[[ Recorded information open ]]

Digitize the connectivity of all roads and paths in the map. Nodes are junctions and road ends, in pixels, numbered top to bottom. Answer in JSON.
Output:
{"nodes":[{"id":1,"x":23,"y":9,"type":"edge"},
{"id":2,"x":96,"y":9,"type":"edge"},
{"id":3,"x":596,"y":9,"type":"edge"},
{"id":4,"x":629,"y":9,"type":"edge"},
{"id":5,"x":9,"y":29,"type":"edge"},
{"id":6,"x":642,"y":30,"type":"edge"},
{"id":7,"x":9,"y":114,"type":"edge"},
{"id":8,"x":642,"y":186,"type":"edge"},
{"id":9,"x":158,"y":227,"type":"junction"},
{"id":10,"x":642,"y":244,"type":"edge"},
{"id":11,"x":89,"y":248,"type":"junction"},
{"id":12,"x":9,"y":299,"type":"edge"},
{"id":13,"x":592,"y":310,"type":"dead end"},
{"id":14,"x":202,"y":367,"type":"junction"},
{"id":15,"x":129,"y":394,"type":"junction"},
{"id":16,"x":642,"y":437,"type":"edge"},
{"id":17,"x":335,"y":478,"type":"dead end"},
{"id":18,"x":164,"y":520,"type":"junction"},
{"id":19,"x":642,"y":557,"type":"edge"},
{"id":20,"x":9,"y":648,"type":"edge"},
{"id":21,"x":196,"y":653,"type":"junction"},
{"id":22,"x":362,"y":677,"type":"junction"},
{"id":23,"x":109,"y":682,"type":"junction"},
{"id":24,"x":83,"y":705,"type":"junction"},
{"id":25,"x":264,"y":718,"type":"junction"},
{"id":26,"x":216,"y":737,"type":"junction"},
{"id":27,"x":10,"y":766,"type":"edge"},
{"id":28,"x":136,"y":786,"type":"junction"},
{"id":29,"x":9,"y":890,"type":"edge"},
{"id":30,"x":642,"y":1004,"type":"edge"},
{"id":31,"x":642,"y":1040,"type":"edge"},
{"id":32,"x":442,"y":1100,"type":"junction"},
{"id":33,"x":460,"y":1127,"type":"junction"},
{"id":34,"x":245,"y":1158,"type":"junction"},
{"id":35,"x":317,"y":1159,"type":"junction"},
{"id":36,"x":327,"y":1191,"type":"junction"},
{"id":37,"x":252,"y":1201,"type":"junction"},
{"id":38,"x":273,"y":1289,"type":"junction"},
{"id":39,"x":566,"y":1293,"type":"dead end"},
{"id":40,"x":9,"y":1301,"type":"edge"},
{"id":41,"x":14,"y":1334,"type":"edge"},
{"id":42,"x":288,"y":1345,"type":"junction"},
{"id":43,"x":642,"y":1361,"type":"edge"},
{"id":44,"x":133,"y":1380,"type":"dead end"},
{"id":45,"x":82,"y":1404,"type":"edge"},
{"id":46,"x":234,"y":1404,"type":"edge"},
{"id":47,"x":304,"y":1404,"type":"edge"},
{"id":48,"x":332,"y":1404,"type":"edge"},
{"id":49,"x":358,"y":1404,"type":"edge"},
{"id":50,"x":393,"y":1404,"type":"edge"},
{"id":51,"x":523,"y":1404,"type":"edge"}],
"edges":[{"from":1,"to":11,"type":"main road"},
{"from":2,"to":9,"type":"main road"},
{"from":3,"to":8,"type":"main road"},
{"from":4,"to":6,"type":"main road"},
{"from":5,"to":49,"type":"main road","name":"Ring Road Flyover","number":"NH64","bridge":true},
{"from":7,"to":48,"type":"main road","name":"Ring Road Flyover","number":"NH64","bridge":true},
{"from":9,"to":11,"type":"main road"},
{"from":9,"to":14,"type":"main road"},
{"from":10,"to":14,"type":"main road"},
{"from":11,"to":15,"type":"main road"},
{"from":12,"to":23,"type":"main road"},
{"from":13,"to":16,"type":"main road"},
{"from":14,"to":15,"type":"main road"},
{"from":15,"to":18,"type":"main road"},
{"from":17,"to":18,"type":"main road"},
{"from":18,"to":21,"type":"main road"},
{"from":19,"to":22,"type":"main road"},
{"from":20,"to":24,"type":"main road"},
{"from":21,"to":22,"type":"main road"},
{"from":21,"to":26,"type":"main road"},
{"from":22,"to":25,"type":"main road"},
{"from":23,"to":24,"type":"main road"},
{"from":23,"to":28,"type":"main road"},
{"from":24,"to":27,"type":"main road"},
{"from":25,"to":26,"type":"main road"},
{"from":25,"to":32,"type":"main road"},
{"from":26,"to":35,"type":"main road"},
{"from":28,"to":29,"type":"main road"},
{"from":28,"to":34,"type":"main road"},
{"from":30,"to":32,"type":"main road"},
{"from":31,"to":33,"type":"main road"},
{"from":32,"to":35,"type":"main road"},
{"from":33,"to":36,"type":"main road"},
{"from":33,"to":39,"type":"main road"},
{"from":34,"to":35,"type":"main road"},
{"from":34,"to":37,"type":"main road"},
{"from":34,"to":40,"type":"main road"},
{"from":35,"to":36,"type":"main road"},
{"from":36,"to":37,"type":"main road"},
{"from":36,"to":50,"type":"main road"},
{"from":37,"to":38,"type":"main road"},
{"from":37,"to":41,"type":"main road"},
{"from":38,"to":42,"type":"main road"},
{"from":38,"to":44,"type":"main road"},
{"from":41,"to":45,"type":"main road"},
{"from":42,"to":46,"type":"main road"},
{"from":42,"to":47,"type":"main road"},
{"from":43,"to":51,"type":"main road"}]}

[[ Recorded information closed ]]

> **The problem**
Retype the material above in full, exactly.

> **Response for this exercise**
Digitize the connectivity of all roads and paths in the map. Nodes are junctions and road ends, in pixels, numbered top to bottom. Answer in JSON.
Output:
{"nodes":[{"id":1,"x":23,"y":9,"type":"edge"},
{"id":2,"x":96,"y":9,"type":"edge"},
{"id":3,"x":596,"y":9,"type":"edge"},
{"id":4,"x":629,"y":9,"type":"edge"},
{"id":5,"x":9,"y":29,"type":"edge"},
{"id":6,"x":642,"y":30,"type":"edge"},
{"id":7,"x":9,"y":114,"type":"edge"},
{"id":8,"x":642,"y":186,"type":"edge"},
{"id":9,"x":158,"y":227,"type":"junction"},
{"id":10,"x":642,"y":244,"type":"edge"},
{"id":11,"x":89,"y":248,"type":"junction"},
{"id":12,"x":9,"y":299,"type":"edge"},
{"id":13,"x":592,"y":310,"type":"dead end"},
{"id":14,"x":202,"y":367,"type":"junction"},
{"id":15,"x":129,"y":394,"type":"junction"},
{"id":16,"x":642,"y":437,"type":"edge"},
{"id":17,"x":335,"y":478,"type":"dead end"},
{"id":18,"x":164,"y":520,"type":"junction"},
{"id":19,"x":642,"y":557,"type":"edge"},
{"id":20,"x":9,"y":648,"type":"edge"},
{"id":21,"x":196,"y":653,"type":"junction"},
{"id":22,"x":362,"y":677,"type":"junction"},
{"id":23,"x":109,"y":682,"type":"junction"},
{"id":24,"x":83,"y":705,"type":"junction"},
{"id":25,"x":264,"y":718,"type":"junction"},
{"id":26,"x":216,"y":737,"type":"junction"},
{"id":27,"x":10,"y":766,"type":"edge"},
{"id":28,"x":136,"y":786,"type":"junction"},
{"id":29,"x":9,"y":890,"type":"edge"},
{"id":30,"x":642,"y":1004,"type":"edge"},
{"id":31,"x":642,"y":1040,"type":"edge"},
{"id":32,"x":442,"y":1100,"type":"junction"},
{"id":33,"x":460,"y":1127,"type":"junction"},
{"id":34,"x":245,"y":1158,"type":"junction"},
{"id":35,"x":317,"y":1159,"type":"junction"},
{"id":36,"x":327,"y":1191,"type":"junction"},
{"id":37,"x":252,"y":1201,"type":"junction"},
{"id":38,"x":273,"y":1289,"type":"junction"},
{"id":39,"x":566,"y":1293,"type":"dead end"},
{"id":40,"x":9,"y":1301,"type":"edge"},
{"id":41,"x":14,"y":1334,"type":"edge"},
{"id":42,"x":288,"y":1345,"type":"junction"},
{"id":43,"x":642,"y":1361,"type":"edge"},
{"id":44,"x":133,"y":1380,"type":"dead end"},
{"id":45,"x":82,"y":1404,"type":"edge"},
{"id":46,"x":234,"y":1404,"type":"edge"},
{"id":47,"x":304,"y":1404,"type":"edge"},
{"id":48,"x":332,"y":1404,"type":"edge"},
{"id":49,"x":358,"y":1404,"type":"edge"},
{"id":50,"x":393,"y":1404,"type":"edge"},
{"id":51,"x":523,"y":1404,"type":"edge"}],
"edges":[{"from":1,"to":11,"type":"main road"},
{"from":2,"to":9,"type":"main road"},
{"from":3,"to":8,"type":"main road"},
{"from":4,"to":6,"type":"main road"},
{"from":5,"to":49,"type":"main road","name":"Ring Road Flyover","number":"NH64","bridge":true},
{"from":7,"to":48,"type":"main road","name":"Ring Road Flyover","number":"NH64","bridge":true},
{"from":9,"to":11,"type":"main road"},
{"from":9,"to":14,"type":"main road"},
{"from":10,"to":14,"type":"main road"},
{"from":11,"to":15,"type":"main road"},
{"from":12,"to":23,"type":"main road"},
{"from":13,"to":16,"type":"main road"},
{"from":14,"to":15,"type":"main road"},
{"from":15,"to":18,"type":"main road"},
{"from":17,"to":18,"type":"main road"},
{"from":18,"to":21,"type":"main road"},
{"from":19,"to":22,"type":"main road"},
{"from":20,"to":24,"type":"main road"},
{"from":21,"to":22,"type":"main road"},
{"from":21,"to":26,"type":"main road"},
{"from":22,"to":25,"type":"main road"},
{"from":23,"to":24,"type":"main road"},
{"from":23,"to":28,"type":"main road"},
{"from":24,"to":27,"type":"main road"},
{"from":25,"to":26,"type":"main road"},
{"from":25,"to":32,"type":"main road"},
{"from":26,"to":35,"type":"main road"},
{"from":28,"to":29,"type":"main road"},
{"from":28,"to":34,"type":"main road"},
{"from":30,"to":32,"type":"main road"},
{"from":31,"to":33,"type":"main road"},
{"from":32,"to":35,"type":"main road"},
{"from":33,"to":36,"type":"main road"},
{"from":33,"to":39,"type":"main road"},
{"from":34,"to":35,"type":"main road"},
{"from":34,"to":37,"type":"main road"},
{"from":34,"to":40,"type":"main road"},
{"from":35,"to":36,"type":"main road"},
{"from":36,"to":37,"type":"main road"},
{"from":36,"to":50,"type":"main road"},
{"from":37,"to":38,"type":"main road"},
{"from":37,"to":41,"type":"main road"},
{"from":38,"to":42,"type":"main road"},
{"from":38,"to":44,"type":"main road"},
{"from":41,"to":45,"type":"main road"},
{"from":42,"to":46,"type":"main road"},
{"from":42,"to":47,"type":"main road"},
{"from":43,"to":51,"type":"main road"}]}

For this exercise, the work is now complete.